> **Description of the task**
Starting at the first line of the entries below, please return exactly each line up to and including the one with "context.fontKerning = 'normal';"; pictures stay out.

(Source records Opens)

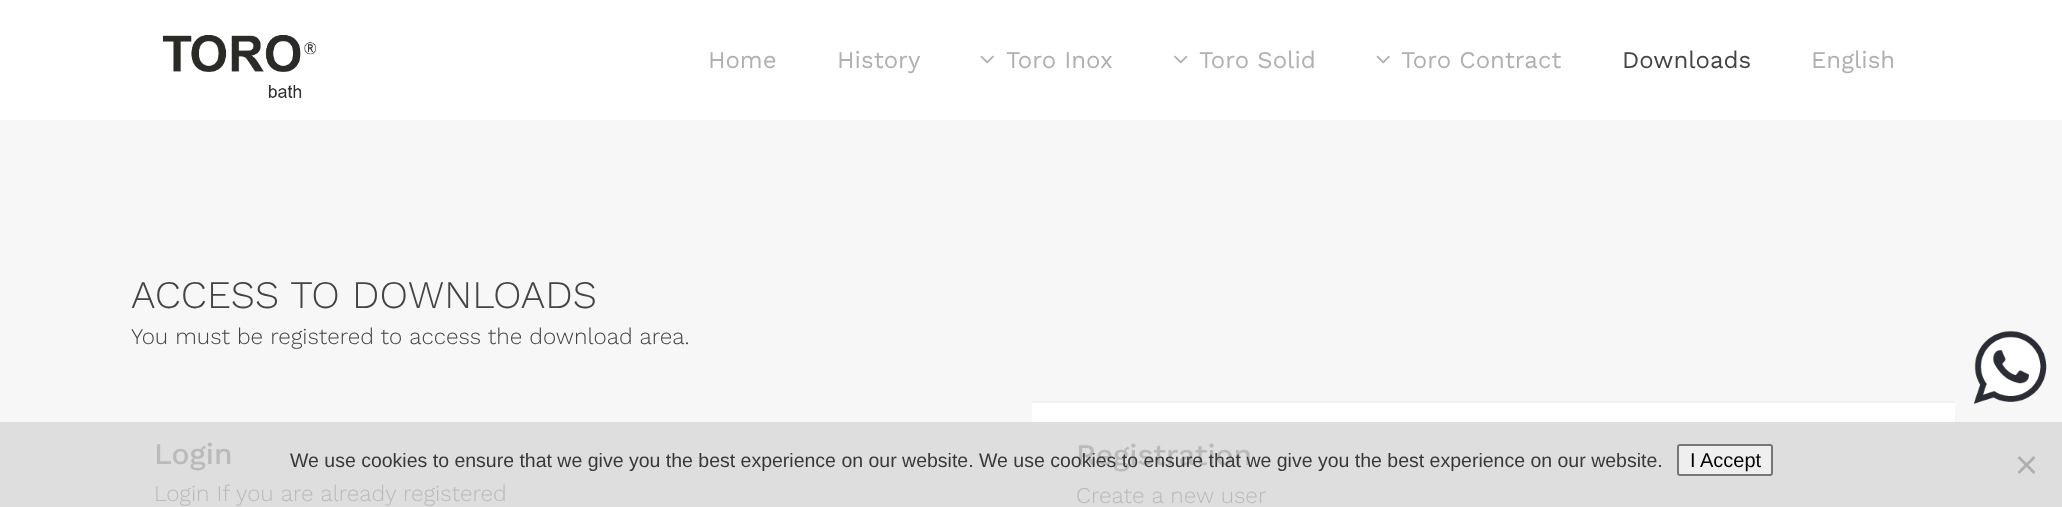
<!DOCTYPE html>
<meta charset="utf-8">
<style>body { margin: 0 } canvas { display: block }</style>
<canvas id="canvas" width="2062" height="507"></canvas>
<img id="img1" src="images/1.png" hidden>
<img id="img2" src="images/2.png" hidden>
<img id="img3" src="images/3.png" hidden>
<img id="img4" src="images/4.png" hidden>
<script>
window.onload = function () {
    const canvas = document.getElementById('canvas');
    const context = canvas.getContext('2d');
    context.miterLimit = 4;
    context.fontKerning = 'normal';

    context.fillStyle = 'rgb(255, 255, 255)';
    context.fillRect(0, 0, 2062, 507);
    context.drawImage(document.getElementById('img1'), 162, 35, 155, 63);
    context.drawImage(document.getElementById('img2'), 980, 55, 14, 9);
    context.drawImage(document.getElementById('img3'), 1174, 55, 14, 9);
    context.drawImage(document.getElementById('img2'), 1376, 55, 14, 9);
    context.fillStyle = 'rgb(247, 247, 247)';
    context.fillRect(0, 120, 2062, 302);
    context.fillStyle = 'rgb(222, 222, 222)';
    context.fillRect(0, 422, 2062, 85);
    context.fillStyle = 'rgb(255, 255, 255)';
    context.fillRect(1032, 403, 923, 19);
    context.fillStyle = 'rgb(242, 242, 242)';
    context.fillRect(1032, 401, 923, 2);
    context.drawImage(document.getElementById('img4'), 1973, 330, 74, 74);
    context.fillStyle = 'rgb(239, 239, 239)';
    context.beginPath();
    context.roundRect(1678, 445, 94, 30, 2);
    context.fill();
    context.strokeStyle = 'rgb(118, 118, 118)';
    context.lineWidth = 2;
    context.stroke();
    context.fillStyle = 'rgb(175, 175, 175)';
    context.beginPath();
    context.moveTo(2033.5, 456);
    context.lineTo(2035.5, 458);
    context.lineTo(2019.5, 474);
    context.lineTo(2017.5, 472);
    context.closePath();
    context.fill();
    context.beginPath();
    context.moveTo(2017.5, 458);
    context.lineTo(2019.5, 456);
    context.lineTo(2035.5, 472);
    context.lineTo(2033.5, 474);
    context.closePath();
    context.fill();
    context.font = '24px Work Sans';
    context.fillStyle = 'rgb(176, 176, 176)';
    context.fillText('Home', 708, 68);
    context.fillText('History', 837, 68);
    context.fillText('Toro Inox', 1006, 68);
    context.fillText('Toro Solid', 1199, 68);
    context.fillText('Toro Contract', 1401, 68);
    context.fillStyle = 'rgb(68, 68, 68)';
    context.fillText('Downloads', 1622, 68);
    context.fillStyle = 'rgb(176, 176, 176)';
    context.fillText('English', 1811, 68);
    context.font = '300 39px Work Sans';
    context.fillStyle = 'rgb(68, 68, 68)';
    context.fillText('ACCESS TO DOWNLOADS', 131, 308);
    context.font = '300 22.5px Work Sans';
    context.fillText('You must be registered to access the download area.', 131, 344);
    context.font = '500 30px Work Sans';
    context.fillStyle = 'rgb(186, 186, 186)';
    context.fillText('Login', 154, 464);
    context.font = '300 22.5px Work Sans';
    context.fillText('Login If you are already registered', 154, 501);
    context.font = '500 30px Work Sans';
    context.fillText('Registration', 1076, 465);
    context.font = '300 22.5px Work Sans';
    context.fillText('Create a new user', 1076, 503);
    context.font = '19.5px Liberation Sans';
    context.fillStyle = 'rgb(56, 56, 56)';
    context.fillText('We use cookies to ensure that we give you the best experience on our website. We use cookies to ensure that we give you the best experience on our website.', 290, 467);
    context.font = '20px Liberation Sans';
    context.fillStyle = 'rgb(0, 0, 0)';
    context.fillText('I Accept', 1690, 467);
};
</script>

(Source records Closes)

> **Response to the exercise**
<!DOCTYPE html>
<meta charset="utf-8">
<style>body { margin: 0 } canvas { display: block }</style>
<canvas id="canvas" width="2062" height="507"></canvas>
<img id="img1" src="images/1.png" hidden>
<img id="img2" src="images/2.png" hidden>
<img id="img3" src="images/3.png" hidden>
<img id="img4" src="images/4.png" hidden>
<script>
window.onload = function () {
    const canvas = document.getElementById('canvas');
    const context = canvas.getContext('2d');
    context.miterLimit = 4;
    context.fontKerning = 'normal';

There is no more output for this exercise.